We have consolidated two separate appeals from inmates in the ARCOR program: Fuller and Hale. The claims of 296 similarly-situated plaintiffs are consolidated in Fuller. All of those plaintiffs have appealed to this court. The appellants in Fuller work for a number of ARCOR enterprises and produce a wide variety of goods, from hogs for Farmer John meats to license plates. In order to work for the ARCOR program, appellants must apply to and be accepted by the prospective department or division and pass an institutional security review. All revenue from ARCOR enterprises is placed in a revolving fund, out of which ARCOR pays wages and expenses.

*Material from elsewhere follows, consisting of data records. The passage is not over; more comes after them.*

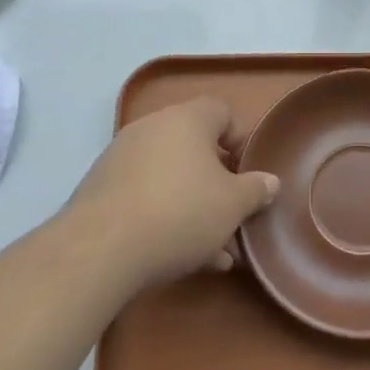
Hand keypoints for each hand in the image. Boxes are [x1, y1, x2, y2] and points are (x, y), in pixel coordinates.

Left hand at [64, 97, 280, 291]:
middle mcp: (152, 127)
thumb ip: (256, 190)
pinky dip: (163, 217)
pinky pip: (144, 196)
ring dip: (193, 208)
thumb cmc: (180, 213)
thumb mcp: (233, 205)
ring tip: (212, 251)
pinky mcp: (99, 189)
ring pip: (170, 178)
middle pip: (194, 148)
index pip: (221, 112)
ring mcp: (121, 157)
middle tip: (232, 216)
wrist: (99, 249)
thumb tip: (270, 181)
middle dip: (217, 184)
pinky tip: (179, 257)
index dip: (239, 140)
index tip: (247, 174)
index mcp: (187, 119)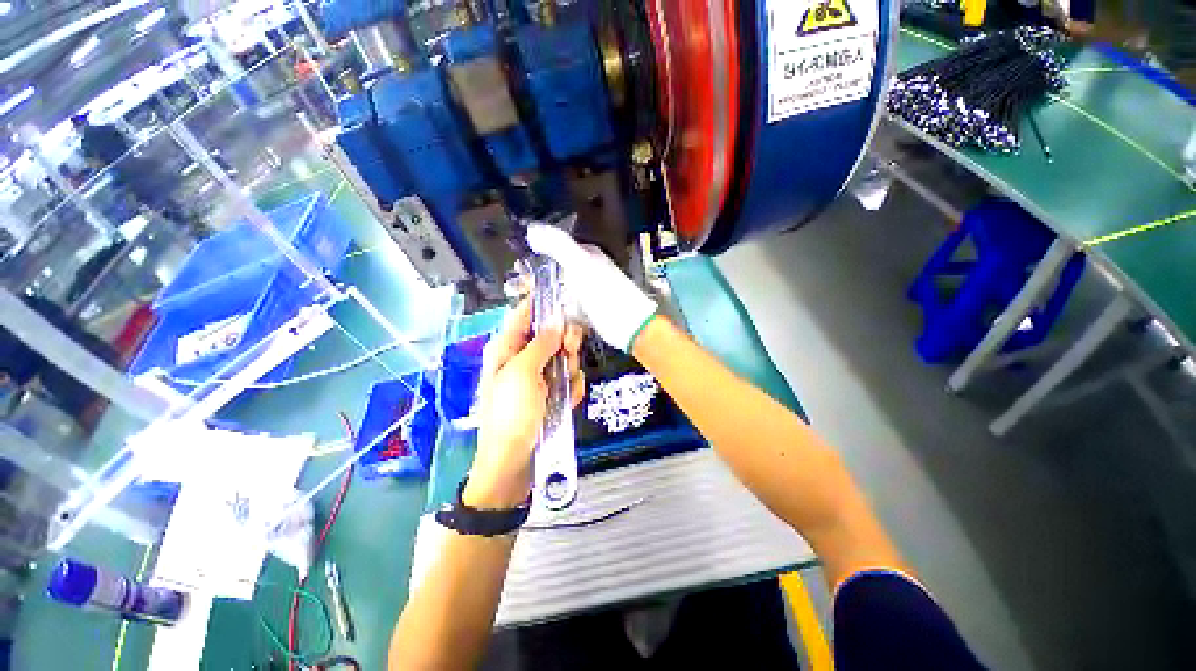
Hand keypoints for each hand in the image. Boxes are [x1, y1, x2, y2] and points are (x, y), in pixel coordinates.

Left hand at [467, 300, 584, 509]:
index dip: (541, 302)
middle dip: (564, 342)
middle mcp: (523, 359)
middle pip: (551, 335)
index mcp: (507, 349)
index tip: (563, 295)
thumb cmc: (511, 415)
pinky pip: (569, 380)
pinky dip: (571, 389)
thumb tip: (555, 320)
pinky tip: (566, 401)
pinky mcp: (552, 394)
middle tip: (570, 350)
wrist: (513, 464)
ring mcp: (540, 378)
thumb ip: (540, 344)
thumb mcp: (523, 374)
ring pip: (564, 357)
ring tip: (564, 387)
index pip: (524, 314)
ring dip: (570, 369)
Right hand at [526, 224, 656, 352]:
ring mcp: (586, 293)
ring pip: (557, 291)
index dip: (534, 258)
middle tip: (514, 290)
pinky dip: (553, 310)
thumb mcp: (581, 264)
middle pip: (554, 272)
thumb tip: (531, 229)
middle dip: (534, 279)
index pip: (554, 250)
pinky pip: (564, 308)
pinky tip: (541, 316)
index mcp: (584, 256)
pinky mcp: (586, 312)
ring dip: (541, 296)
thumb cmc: (606, 293)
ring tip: (524, 304)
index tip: (516, 270)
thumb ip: (558, 245)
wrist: (630, 325)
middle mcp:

Berry, the only plaintiff in Hale who has appealed to this court, worked as a clerk and office manager for a business operated within a division of ARCOR.1 The busi-' ness was part of the ARCOR Inmate-Operated Business Enterprise (“IOBE”) program. As the name suggests, selected inmates in the IO.BE program organize and operate their own businesses under AR-COR’s supervision. Workers are selected by the inmate-owner and then apply to the Department of Corrections (“DOC”) for the right to work. The profits from the businesses belong to the inmate owners, and the businesses can be sold. The businesses market their goods to the private sector. The DOC monitors the businesses and exacts a portion of the profits along with a monthly rent. Inmate wages are paid to the DOC, which in turn pays the inmates by depositing the funds into their commissary accounts. Inmates are paid 50 cents an hour for their work.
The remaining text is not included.